Celle-ci compte en tout et pour tout deux personnes :
La mère, seule, environ 45 ans, exerçant une profession libérale dans le quartier. Bien élevée ; petite bonne-femme un peu BCBG ; discrète ; lunettes et tailleur ; soucieuse de son enfant. Elle nous l'a amené l'an passé, en Janvier, pour échapper à son ex-école où on le casait trop souvent en CLIS (classe spécialisée accueillant des enfants handicapés) sous prétexte qu'il ne parlait pas le français...
Et puis le garçon, arrivé d'Amérique du Sud depuis seulement un an et demi. Adopté là-bas à 10 ans. Ayant vécu toutes ses premières années dans les rues. Supérieurement intelligent. Pour vous dire : l'année dernière, déjà en CM2, on adaptait les apprentissages pour lui. Cette année, on l'a gardé pour qu'il complète ses acquis de primaire : il fait un CM2 normal et s'en sort mieux que la plupart de ses camarades de langue maternelle française !
Il est hyper poli, serviable, gai, sérieux, bon camarade... le bonheur.
...Jusqu'à ce qu'on apprenne que ça mère avait déjà eu un signalement pour maltraitance, dans les toutes premières semaines de l'arrivée du garçon...
Elle nous a juré ses grands dieux qu'elle avait fait l'erreur de sa vie, à ce moment là. Qu'elle avait été débordée. Qu'elle n'avait pas su prendre le recul nécessaire, mais que jamais une pareille horreur ne se reproduirait. Bon.
Et puis un jour, il y a environ deux mois, H. nous a dit que, ce soir-là, il ne rentrerait pas chez lui parce que sa mère était trop violente, qu'elle le tapait avec une ceinture, le gardait enfermé dans sa chambre des journées entières pour qu'il travaille, lui tirait les oreilles et que sais-je encore...

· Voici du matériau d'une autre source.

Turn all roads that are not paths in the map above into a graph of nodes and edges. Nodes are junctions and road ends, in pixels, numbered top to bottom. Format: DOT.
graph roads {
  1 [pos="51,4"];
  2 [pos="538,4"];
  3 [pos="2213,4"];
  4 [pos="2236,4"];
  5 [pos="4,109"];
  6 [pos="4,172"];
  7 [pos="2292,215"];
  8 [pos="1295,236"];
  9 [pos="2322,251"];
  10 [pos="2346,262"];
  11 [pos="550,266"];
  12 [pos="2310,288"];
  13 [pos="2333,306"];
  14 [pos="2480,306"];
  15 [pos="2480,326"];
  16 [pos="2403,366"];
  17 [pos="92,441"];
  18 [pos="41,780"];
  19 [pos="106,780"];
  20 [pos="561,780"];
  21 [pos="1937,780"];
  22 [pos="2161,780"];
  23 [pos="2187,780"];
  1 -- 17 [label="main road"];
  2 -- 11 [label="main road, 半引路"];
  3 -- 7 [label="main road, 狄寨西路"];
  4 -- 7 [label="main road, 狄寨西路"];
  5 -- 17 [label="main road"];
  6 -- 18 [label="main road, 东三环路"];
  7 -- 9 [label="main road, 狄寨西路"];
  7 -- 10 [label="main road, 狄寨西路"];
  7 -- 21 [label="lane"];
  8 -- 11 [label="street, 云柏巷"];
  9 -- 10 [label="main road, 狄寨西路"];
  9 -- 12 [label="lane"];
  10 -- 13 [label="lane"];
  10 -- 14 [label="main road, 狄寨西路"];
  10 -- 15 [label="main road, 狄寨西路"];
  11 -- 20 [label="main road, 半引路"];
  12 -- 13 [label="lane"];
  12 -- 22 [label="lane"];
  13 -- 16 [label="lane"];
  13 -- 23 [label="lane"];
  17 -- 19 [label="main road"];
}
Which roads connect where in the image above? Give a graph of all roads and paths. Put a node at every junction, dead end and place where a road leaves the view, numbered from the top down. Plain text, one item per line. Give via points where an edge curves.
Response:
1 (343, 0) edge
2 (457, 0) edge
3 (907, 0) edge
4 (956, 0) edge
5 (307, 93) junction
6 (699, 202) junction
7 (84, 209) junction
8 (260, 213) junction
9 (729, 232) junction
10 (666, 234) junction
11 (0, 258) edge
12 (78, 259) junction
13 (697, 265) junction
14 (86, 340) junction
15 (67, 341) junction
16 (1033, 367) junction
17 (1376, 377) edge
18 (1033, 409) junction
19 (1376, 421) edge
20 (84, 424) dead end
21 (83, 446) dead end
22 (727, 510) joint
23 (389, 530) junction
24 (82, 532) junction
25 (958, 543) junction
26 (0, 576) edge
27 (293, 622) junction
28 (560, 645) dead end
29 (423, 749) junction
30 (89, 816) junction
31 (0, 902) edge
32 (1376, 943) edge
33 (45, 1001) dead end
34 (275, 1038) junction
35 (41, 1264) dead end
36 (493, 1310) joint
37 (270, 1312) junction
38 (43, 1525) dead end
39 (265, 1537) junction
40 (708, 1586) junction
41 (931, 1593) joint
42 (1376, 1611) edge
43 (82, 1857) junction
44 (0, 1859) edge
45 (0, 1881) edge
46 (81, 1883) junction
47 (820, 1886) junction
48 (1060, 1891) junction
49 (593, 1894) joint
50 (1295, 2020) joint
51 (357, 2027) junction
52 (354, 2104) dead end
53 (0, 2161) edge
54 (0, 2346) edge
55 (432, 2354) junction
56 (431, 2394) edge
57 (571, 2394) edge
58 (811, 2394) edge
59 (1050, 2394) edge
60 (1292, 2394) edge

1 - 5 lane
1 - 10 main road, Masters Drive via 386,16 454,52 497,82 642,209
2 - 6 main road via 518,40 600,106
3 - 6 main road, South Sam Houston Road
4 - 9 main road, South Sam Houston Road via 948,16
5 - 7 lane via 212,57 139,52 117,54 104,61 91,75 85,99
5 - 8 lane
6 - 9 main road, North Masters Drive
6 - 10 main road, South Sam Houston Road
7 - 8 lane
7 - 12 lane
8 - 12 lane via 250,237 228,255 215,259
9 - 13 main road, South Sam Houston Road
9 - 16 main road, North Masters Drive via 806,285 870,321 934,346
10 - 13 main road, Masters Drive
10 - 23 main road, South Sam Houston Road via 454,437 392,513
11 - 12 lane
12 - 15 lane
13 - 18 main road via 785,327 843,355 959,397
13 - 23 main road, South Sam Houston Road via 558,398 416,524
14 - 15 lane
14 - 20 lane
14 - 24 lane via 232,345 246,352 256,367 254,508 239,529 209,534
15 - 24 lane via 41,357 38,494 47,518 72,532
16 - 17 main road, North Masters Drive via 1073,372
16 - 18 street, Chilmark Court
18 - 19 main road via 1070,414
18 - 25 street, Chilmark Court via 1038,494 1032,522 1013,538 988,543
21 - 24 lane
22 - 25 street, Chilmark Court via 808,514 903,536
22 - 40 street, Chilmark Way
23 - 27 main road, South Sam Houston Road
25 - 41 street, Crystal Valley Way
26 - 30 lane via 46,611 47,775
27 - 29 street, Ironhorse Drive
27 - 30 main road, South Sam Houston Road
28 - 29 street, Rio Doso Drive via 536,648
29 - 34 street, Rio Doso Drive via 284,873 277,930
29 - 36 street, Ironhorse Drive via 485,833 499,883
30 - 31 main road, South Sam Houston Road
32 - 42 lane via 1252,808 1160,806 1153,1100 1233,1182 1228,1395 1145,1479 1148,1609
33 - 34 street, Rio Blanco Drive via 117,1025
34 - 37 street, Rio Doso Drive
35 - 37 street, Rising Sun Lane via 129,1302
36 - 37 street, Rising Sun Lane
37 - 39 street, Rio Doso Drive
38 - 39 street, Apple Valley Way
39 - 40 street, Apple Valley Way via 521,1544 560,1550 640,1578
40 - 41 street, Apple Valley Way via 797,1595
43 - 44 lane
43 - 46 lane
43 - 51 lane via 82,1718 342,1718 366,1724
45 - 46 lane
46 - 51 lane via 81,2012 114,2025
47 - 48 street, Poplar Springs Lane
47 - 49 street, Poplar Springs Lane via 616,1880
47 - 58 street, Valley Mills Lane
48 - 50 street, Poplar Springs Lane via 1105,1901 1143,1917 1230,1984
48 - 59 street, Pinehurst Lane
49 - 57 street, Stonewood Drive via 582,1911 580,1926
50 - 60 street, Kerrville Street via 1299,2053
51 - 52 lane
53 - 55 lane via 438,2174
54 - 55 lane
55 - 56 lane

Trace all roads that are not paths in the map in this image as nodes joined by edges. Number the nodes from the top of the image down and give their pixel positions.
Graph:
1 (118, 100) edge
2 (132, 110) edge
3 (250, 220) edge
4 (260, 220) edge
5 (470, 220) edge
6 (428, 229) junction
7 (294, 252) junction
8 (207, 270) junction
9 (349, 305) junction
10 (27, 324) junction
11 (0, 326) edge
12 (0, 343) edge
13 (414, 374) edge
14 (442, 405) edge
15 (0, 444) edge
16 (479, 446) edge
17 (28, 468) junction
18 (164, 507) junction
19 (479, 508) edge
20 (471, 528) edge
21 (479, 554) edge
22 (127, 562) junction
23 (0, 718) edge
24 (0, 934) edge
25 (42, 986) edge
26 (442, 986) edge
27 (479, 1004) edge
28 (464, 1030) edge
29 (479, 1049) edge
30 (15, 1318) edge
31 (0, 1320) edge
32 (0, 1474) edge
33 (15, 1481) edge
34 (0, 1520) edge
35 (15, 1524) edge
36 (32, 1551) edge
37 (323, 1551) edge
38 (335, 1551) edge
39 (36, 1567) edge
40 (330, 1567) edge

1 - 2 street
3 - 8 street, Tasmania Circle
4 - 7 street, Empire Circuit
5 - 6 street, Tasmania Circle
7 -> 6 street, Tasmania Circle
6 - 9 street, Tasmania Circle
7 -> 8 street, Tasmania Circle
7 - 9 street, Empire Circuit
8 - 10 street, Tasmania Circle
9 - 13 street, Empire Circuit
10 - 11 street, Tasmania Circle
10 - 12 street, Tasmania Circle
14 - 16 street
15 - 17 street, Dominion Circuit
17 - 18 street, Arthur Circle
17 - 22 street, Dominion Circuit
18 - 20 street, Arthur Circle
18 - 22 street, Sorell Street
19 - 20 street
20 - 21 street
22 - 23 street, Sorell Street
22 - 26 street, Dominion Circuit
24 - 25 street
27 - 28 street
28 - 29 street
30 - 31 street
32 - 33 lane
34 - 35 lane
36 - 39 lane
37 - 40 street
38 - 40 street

On a convoqué la mère pour lui apprendre qu'on allait lancer un second signalement, parce que vraisemblablement, elle avait fort besoin d'être aidée.
En pleurs.
Ce n'est pas elle.
Il affabule.
Il manipule.
Il est spécial. Elle ne sait pas quoi faire.
Qu'ils viennent, les services sociaux : ils verront bien !
On a apaisé, parlé aux uns et aux autres, cherché des solutions.
Les choses semblaient s'être calmées. Et puis jeudi, H. me lance mine de rien qu'il n'a pas fini son travail parce que ça s'est mal passé avec sa mère. Bon.
Tout semble pourtant calme. Rien ne permet de voir arriver la crise.
Mais vendredi, à 15h15, H. disparaît.
A 18h00, c'est la police et la brigade des mineurs qui prend le relais.
La tension monte. La mère est liquéfiée. Je suis ça par téléphone, déjà happée par un autre rendez-vous professionnel et puis ensuite ma vie de famille.
MaDirlo, elle, est toujours à l'école.
A 22h30, c'est de là qu'elle m'appelle pour m'annoncer qu'il a été retrouvé. Un passant s'est étonné de le voir errer seul à pareille heure et l'a ramené.
On n'en sait pas plus... la mère est trop atteinte pour expliquer. Je verrai bien demain.
...
Mais...
...
Ouf ! On l'a retrouvé !
4 commentaires:
Ouh la la oui le stress dis donc tu m'étonnes...
et ben... il s'en passe des choses ds ton école!!!!!!!
pas tjrs drôle hélas.
faut avoir les nerfs solides et pouvoir décompresser avt de rentrer chez soi.
C'est trop de stress ce boulot et parfois terrible. La misère humaine n'est jamais loin malheureusement.
Dieu merci, il t'arrive d'égarer les clés de la maison et là on rigole bien. C'te honte quand j'y repenses...
Magali
Comment comment comment ? Ma misère humaine à moi, elle te fait rigoler ??? Ah ! Bah ! C'est du beau !!!